Mortality Rate Graph Related to Antimicrobial Resistance of Bacteria
Mortality rate statistics for patients with medically resistant bacteria by regions
source: Antimicrobial Resistance Collaborators, The Lancet, 2022

So, why do bacteria become immune to antibiotics? Natural selection, the evolution of bacteria, plays a major role in this process. In places with high concentrations of both bacteria and antibiotics, there is always a percentage of microbes capable of adapting in an aggressive environment. Such bacteria survive, as well as retain their ability to divide. In 2016, biologists at Harvard Medical School were able to recreate this mechanism experimentally. In just eleven days, they artificially bred colonies of bacteria that were 1,000 times more resistant to the antibiotic than their predecessors. To do this, they placed the bacteria in an artificial container divided into nine sectors.

video showing the evolution of antibiotic-resistant E. coli
11 days of bacterial survival at Harvard Medical School
source: wired.com

11 days of bacterial survival at Harvard Medical School: 

  • Sectors 1 and 9 (start of experiment) – natural medium;
  • Sectors 2 and 8 – x10 antibiotic concentration in the medium;
  • Sectors 3 and 7 – x100 antibiotic concentration in the medium;
  • Sectors 4, 5, 6 (end of the experiment) – x1000 antibiotic concentration in the medium.

Interestingly, the most antibiotic-tolerant bacterial colonies were fully uncompetitive among their congeners. The most antibiotic-resistant bacteria were simultaneously the weakest in the evolutionary race outside the environment containing the antibiotic.
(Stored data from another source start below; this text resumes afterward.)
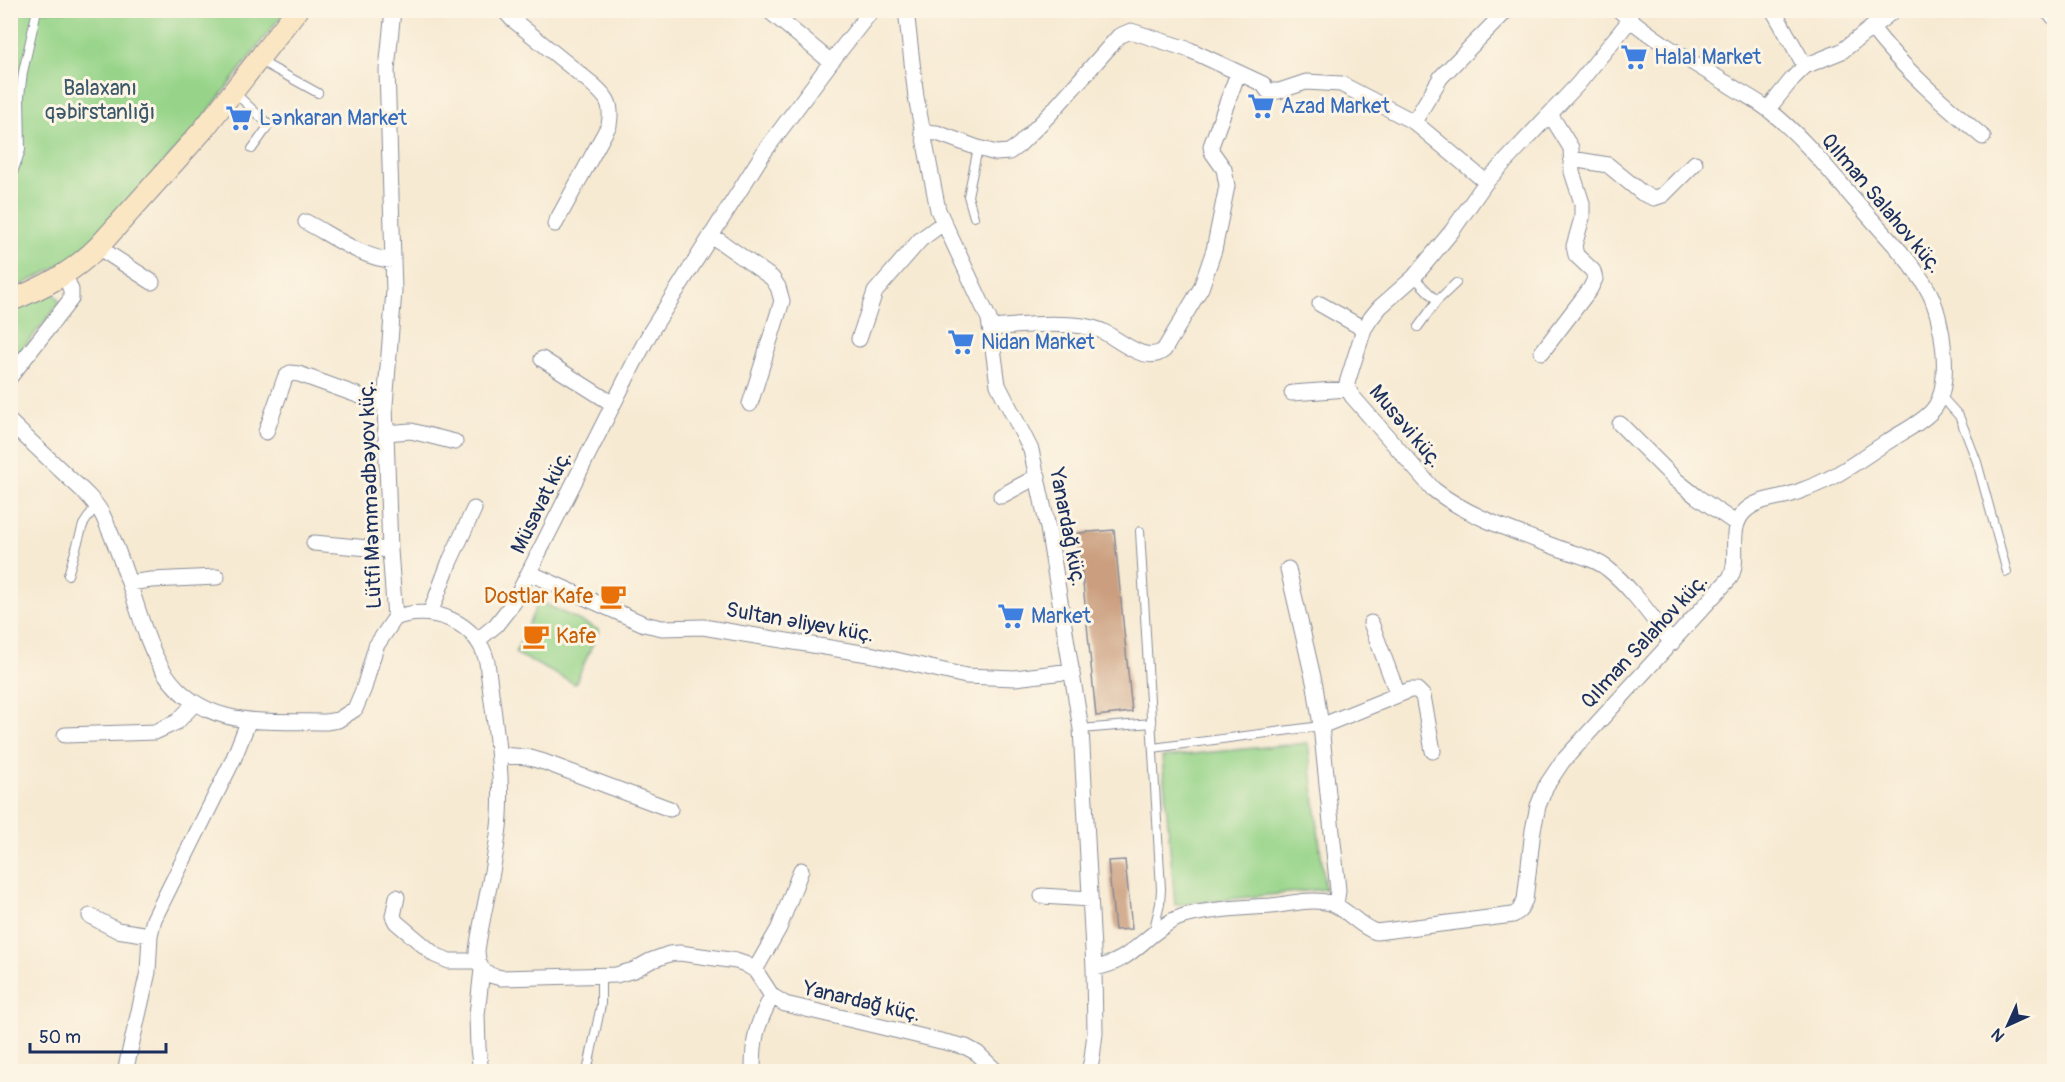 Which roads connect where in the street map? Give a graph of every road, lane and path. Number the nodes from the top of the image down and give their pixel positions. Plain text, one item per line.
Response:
1 (37, 10) edge
2 (297, 10) edge
3 (393, 10) edge
4 (504, 10) edge
5 (768, 10) edge
6 (872, 10) edge
7 (906, 10) edge
8 (1507, 10) edge
9 (1773, 10) edge
10 (1894, 10) edge
11 (2046, 10) edge
12 (1625, 15) edge
13 (2055, 17) edge
14 (1872, 28) junction
15 (258, 60) junction
16 (831, 62) junction
17 (1805, 66) junction
18 (1238, 73) junction
19 (234, 92) junction
20 (318, 93) dead end
21 (1768, 109) junction
22 (1550, 114) junction
23 (1414, 122) junction
24 (922, 132) junction
25 (1983, 137) dead end
26 (978, 148) junction
27 (252, 149) dead end
28 (1572, 159) junction
29 (1695, 163) dead end
30 (10, 181) edge
31 (1486, 182) junction
32 (974, 217) dead end
33 (306, 222) dead end
34 (943, 222) junction
35 (555, 224) dead end
36 (711, 235) junction
37 (98, 247) junction
38 (393, 260) junction
39 (65, 275) junction
40 (1414, 278) junction
41 (152, 282) dead end
42 (1456, 283) dead end
43 (10, 301) edge
44 (1437, 301) junction
45 (1320, 304) dead end
46 (1418, 327) dead end
47 (992, 328) junction
48 (1364, 329) junction
49 (859, 339) dead end
50 (1542, 352) dead end
51 (542, 359) dead end
52 (10, 377) edge
53 (1348, 389) junction
54 (1292, 393) dead end
55 (1941, 396) junction
56 (613, 404) junction
57 (750, 404) dead end
58 (384, 405) junction
59 (10, 422) edge
60 (1620, 424) dead end
61 (266, 432) dead end
62 (385, 433) junction
63 (455, 441) dead end
64 (1038, 476) junction
65 (1001, 496) dead end
66 (96, 505) junction
67 (474, 509) dead end
68 (1737, 524) junction
69 (1140, 531) dead end
70 (314, 543) dead end
71 (390, 550) junction
72 (1288, 569) dead end
73 (2007, 572) dead end
74 (530, 573) junction
75 (68, 575) dead end
76 (217, 577) dead end
77 (129, 584) junction
78 (430, 614) junction
79 (395, 618) junction
80 (1371, 623) dead end
81 (478, 640) junction
82 (1672, 643) junction
83 (1072, 671) junction
84 (1398, 695) junction
85 (194, 704) junction
86 (249, 720) junction
87 (1152, 723) junction
88 (1322, 726) junction
89 (1081, 729) junction
90 (65, 735) dead end
91 (1153, 748) junction
92 (1434, 751) dead end
93 (499, 755) junction
94 (670, 809) dead end
95 (801, 870) dead end
96 (1042, 896) dead end
97 (397, 897) dead end
98 (1090, 898) junction
99 (1336, 906) junction
100 (90, 916) dead end
101 (1153, 934) junction
102 (150, 935) junction
103 (480, 965) junction
104 (1094, 968) junction
105 (755, 970) junction
106 (601, 976) junction
107 (772, 996) junction
108 (125, 1071) edge
109 (481, 1071) edge
110 (588, 1071) edge
111 (753, 1071) edge
112 (998, 1071) edge
113 (1089, 1071) edge

1 - 30 lane
2 - 15 street
3 - 38 street, Lütfi Məmmədbəyov küç.
4 - 35 street
5 - 16 street
6 - 16 street, Müsavat küç.
7 - 24 street, Yanardağ küç.
8 - 23 street
9 - 17 street
10 - 14 street
11 - 13 street
12 - 21 street, Qılman Salahov küç.
12 - 22 street, Musəvi küç.
14 - 17 street
14 - 25 street
15 - 19 street
15 - 20 lane
16 - 36 street, Müsavat küç.
17 - 21 street
18 - 23 street
18 - 26 street
18 - 47 street
19 - 27 lane
19 - 37 street
21 - 55 street, Qılman Salahov küç.
22 - 28 street
22 - 31 street, Musəvi küç.
23 - 31 street
24 - 26 street
24 - 34 street, Yanardağ küç.
26 - 32 lane
28 - 29 street
28 - 50 street
31 - 40 street, Musəvi küç.
33 - 38 street
34 - 47 street, Yanardağ küç.
34 - 49 street
36 - 56 street, Müsavat küç.
36 - 57 street
37 - 39 street
37 - 41 street
38 - 58 street, Lütfi Məmmədbəyov küç.
39 - 43 street
39 - 52 street
40 - 44 lane
40 - 48 street, Musəvi küç.
42 - 44 lane
44 - 46 lane
45 - 48 street
47 - 64 street, Yanardağ küç.
48 - 53 street, Musəvi küç.
51 - 56 street
53 - 54 street
53 - 82 street, Musəvi küç.
55 - 68 street
55 - 73 lane
56 - 74 street, Müsavat küç.
58 - 61 street
58 - 62 street, Lütfi Məmmədbəyov küç.
59 - 66 street, Lütfi Məmmədbəyov küç.
60 - 68 street
62 - 63 street
62 - 71 street, Lütfi Məmmədbəyov küç.
64 - 65 street
64 - 83 street, Yanardağ küç.
66 - 75 lane
66 - 77 street, Lütfi Məmmədbəyov küç.
67 - 78 street
68 - 82 street, Qılman Salahov küç.
69 - 87 lane
70 - 71 street
71 - 79 street, Lütfi Məmmədbəyov küç.
72 - 88 street
74 - 81 street, Müsavat küç.
74 - 83 street, Sultan Əliyev küç.
76 - 77 street
77 - 85 street, Lütfi Məmmədbəyov küç.
78 - 79 street
78 - 81 street
79 - 86 street, Lütfi Məmmədbəyov küç.
80 - 84 street
81 - 93 street
82 - 99 street, Qılman Salahov küç.
83 - 89 street, Yanardağ küç.
84 - 88 street
84 - 92 street
85 - 86 street, Lütfi Məmmədbəyov küç.
85 - 90 street
86 - 102 street
87 - 89 lane
87 - 91 lane
88 - 91 lane
88 - 99 street
89 - 98 street, Yanardağ küç.
91 - 101 lane
93 - 94 street
93 - 103 street
95 - 105 street
96 - 98 street
97 - 103 street
98 - 104 street, Yanardağ küç.
99 - 101 street, Qılman Salahov küç.
100 - 102 street
101 - 104 street, Qılman Salahov küç.
102 - 108 street
103 - 106 street
103 - 109 street
104 - 113 street, Yanardağ küç.
105 - 106 street
105 - 107 street, Yanardağ küç.
106 - 110 lane
107 - 111 street
107 - 112 street, Yanardağ küç.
Over-the-counter and chaotic usage of antibiotics is a major social factor influencing the development of super bacterial colonies. This is why the decision to take antibiotics should always be made based on medical advice. In addition, localizing infections in hospitals and preventing them from escaping through increased sanitary control requirements plays an important role in curbing the development of bacterial resistance. Developing the level of vaccination against bacterial infections, improving the quality of drinking water, and abandoning antibiotics in livestock production can significantly slow down the emergence of new drug-resistant microbial mutations.

The situation with resistant bacteria might be solved not only by new types of more active antibiotics but also by the possibility of artificially interfering with the matrix RNA and DNA of resistant bacteria to edit their genome further. Medical-scientific research in this area will be able to reverse the evolution of pernicious pathogenic structures.